“Why, tell me all about what you’re crying for, to be sure,” cried Keziah sharply; but all the same with a motherly attempt or two at soothing. “Surely master hasn’t been at you again about Mr Frank, has he?”
“O, yes—yes,” sobbed the girl; “and it does seem so cruel and hard. O, ’Ziah, I’ve no one to talk to but you—no one to ask for help. He talks as if Frank could help being poor, and not prospering in his business, when, poor fellow, he strove so hard.”

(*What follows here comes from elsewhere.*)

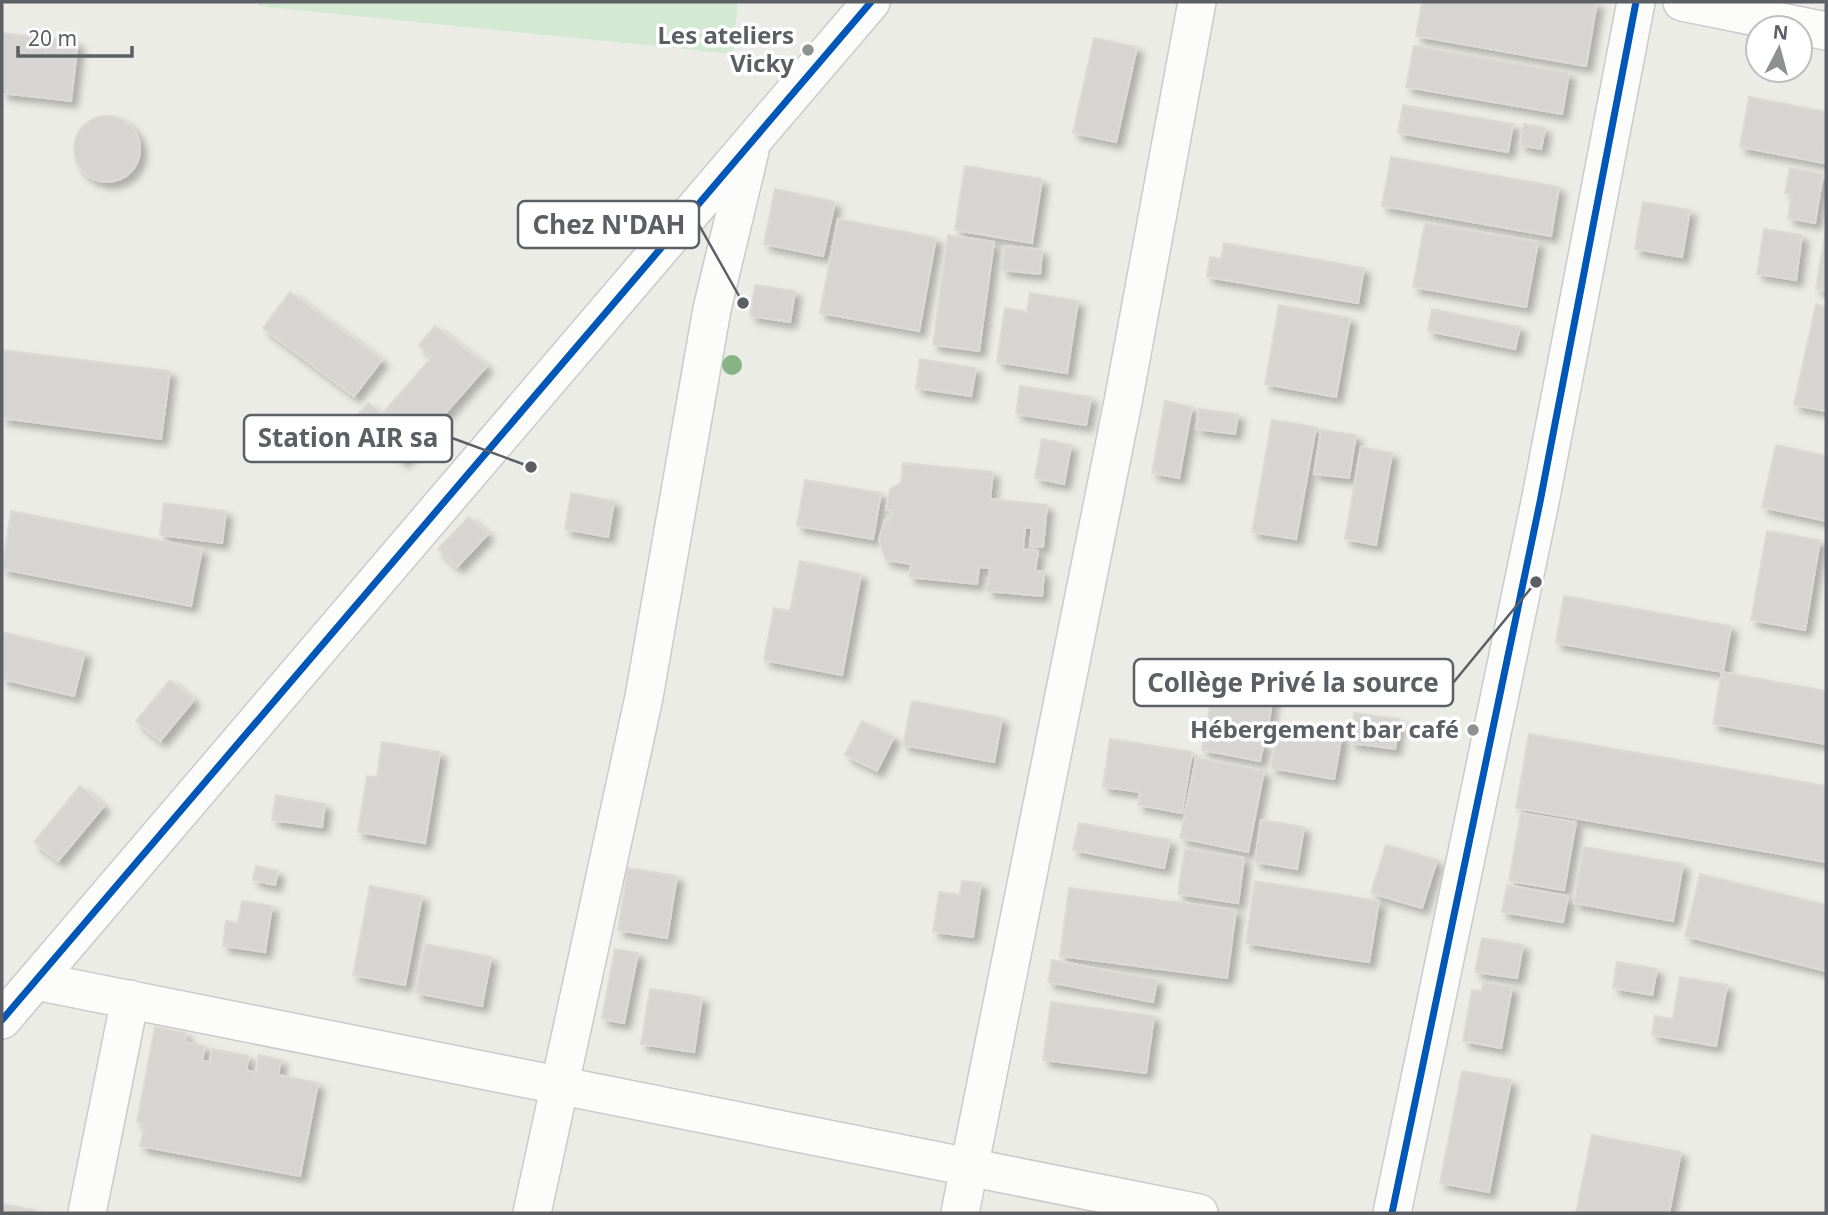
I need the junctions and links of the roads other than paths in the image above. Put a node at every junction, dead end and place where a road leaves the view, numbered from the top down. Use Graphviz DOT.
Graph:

“But what did he bring all that up for?” cried Keziah. “Mr Frank hasn’t been here these two months, I’ll swear. Did you say anything?”
“No, no!” sobbed the girl, bursting into a fresh paroxysm of weeping.
“Then some one must have brought it up. There, I see plain as plain. Bless him! He ought to be boiled in his own sugar, that he ought! He’s a nice fellow, he is, for a sugar-baker, to come here tattling and setting people against other people.”
“What do you mean?” sobbed May Richards, gazing wonderingly at her comforter.
“Mean? Why, that that old Tom Brough ought to be ashamed of himself to come tattling to master about Mr Frank. That was it, wasn’t it?”
“No, no!” sobbed the poor girl wearily.
“Then what did he come for?” said Keziah.
There was a pause, during which May wept bitterly.